The model is flexible enough to facilitate investigation of a wide range of host-pathogen systems. Although our application case focused on biotrophic rust fungi of cereal crops, other pathogens transmitted by wind, rain or vector insects (e.g. many fungi, bacteria and viruses), can be simulated by modifying in particular the dispersal kernel and the value of parameters associated with pathogen aggressiveness components (see for example how to parameterise the model to necrotrophic fungal pathogens in S1 Text). Nevertheless, some fixed features of the model (e.g. clonal reproduction of the pathogen) may need to be modified if sexual reproduction (or recombination for viruses) significantly contribute to pathogen genetic diversity and dynamics. In addition, modelling vector-borne bacteria and viruses transmitted in a persistent manner may require incorporation of vector dynamics and behaviour into the model framework. Future work on the model is planned to address some of these current limitations.

A spatially explicit stochastic model of pathogen evolution

Three main properties distinguish models simulating the deployment of resistance and the interpretation of their results: whether they are demographic or demo-genetic, whether they are deterministic or stochastic, and whether they are spatial or not.

In contrast with purely demographic models, our model includes the genetic evolution of the pathogen in addition to pathogen population dynamics and host growth during a cropping season. This enables the explicit simulation of the appearance of new genotypes through mutation [29, 30, 46, 48], which represents the first step towards resistance breakdown or erosion (i.e. prior to migration to and broader establishment onto resistant hosts). The time required for the achievement of this first step can be the main determinant of the durability of some deployment strategies, like pyramiding [51]. This step is thus essential to comprehensively assess the relative performance of different deployment strategies.

We further note that the present model is stochastic, i.e. it relies on probabilistic computations of simulated biological processes.

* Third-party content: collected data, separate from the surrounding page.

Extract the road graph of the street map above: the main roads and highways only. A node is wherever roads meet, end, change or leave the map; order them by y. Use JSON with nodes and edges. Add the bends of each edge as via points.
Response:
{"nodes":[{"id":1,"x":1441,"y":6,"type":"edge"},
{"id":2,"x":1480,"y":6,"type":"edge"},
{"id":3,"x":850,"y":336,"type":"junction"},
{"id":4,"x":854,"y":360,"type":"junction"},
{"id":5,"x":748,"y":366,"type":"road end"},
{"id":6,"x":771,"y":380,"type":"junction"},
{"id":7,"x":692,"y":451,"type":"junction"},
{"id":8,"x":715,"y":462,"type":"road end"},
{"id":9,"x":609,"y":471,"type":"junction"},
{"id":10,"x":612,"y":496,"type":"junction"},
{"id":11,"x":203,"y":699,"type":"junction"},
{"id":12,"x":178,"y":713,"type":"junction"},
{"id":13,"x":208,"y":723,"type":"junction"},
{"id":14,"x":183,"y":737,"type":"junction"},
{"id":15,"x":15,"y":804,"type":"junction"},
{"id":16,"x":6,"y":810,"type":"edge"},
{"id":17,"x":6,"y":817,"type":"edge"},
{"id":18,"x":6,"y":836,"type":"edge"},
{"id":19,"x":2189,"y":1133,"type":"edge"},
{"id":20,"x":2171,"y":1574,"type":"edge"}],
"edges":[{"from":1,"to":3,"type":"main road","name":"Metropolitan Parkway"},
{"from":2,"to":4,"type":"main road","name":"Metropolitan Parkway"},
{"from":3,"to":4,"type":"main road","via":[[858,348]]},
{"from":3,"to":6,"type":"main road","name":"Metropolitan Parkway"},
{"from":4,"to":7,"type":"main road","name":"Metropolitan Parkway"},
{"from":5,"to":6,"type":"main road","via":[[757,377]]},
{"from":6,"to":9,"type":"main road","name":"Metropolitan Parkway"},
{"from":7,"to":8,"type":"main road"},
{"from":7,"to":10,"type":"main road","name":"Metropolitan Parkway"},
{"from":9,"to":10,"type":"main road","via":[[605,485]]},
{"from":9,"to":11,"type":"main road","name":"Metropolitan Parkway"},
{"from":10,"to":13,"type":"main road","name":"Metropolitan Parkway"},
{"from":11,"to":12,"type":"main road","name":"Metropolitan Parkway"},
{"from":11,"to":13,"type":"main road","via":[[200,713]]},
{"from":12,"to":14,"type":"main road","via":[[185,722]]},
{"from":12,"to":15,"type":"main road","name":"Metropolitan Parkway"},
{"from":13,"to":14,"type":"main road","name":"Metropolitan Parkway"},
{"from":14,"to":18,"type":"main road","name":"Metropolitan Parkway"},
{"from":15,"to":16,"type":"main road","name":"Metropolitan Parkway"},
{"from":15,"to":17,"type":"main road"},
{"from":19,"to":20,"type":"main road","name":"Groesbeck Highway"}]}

It is consequently well able to account for biologically realistic random events [127]. As illustrated by Lo Iacono et al. [35], who used a stochastic version of the model developed by van den Bosch et al. [39], the likelihood of extinction events in pathogen populations can considerably impact the performance of a deployment strategy.

Finally, because our model is able to simulate explicit landscapes, it accounts for spatial heterogeneity, which affects landscape connectivity and consequently the ability of the pathogen to disperse. Pathogen dispersal, in addition to being one of the unavoidable steps of adaptation to plant resistance, strongly shapes pathogen evolutionary dynamics [12, 41, 128]. Moreover, the spatial nature of this model enables a wide range of deployment options to be considered at different spatial scales, particularly given the possibility to vary deployment parameters like the proportion of the landscape across which resistant cultivars are planted [32, 51], as well as the level of spatial aggregation [28, 45, 48, 49, 129, 130].

Computation of epidemiological and evolutionary outputs

Resistance durability (i.e. the period of time from initial deployment of a resistant cultivar to when resistance is considered to have been overcome) is a typical evolutionary target of resistance deployment strategies, but its computation in a model is not obvious. Proposed methods include targeting the point in time when the first adapted pathogens appear [29, 30, 39], when their prevalence [37, 48, 55, 131] or frequency in pathogen population [39, 51, 52] exceeds a threshold, or when productivity of the resistant cultivar drops below an arbitrary threshold [45].

Since different measures give different information, the present model includes several measures of durability: the time until first appearance of mutants, the time until first infection of a resistant host by such mutant, and the time until the prevalence of these mutants exceeds a threshold. The first measure assesses the ability of deployment strategies to reduce the probability of appearance of mutants by reducing pathogen population size. The difference between the first and the second measure provides information on the potential to hinder pathogen migration to resistant hosts, and the difference between the second and the last measure is related to the rate of establishment on resistant cultivars as a result of the balance between selection and genetic drift (occurring between seasons in this model). With respect to the establishment process, it is interesting to note that different stages of invasion can be targeted by changing the value of the threshold. Importantly, we considered that time to establishment was best computed using a prevalence threshold (i.e. total number of resistant hosts infected by adapted pathogens) as opposed to using a frequency-dependent threshold in the pathogen population (i.e. the proportion of adapted pathogens in the global pathogen population). This is because the frequency of adapted pathogens may never (or always) exceed a threshold simply as a result of a very low (or very high) proportion of resistant hosts in the landscape relative to susceptible hosts.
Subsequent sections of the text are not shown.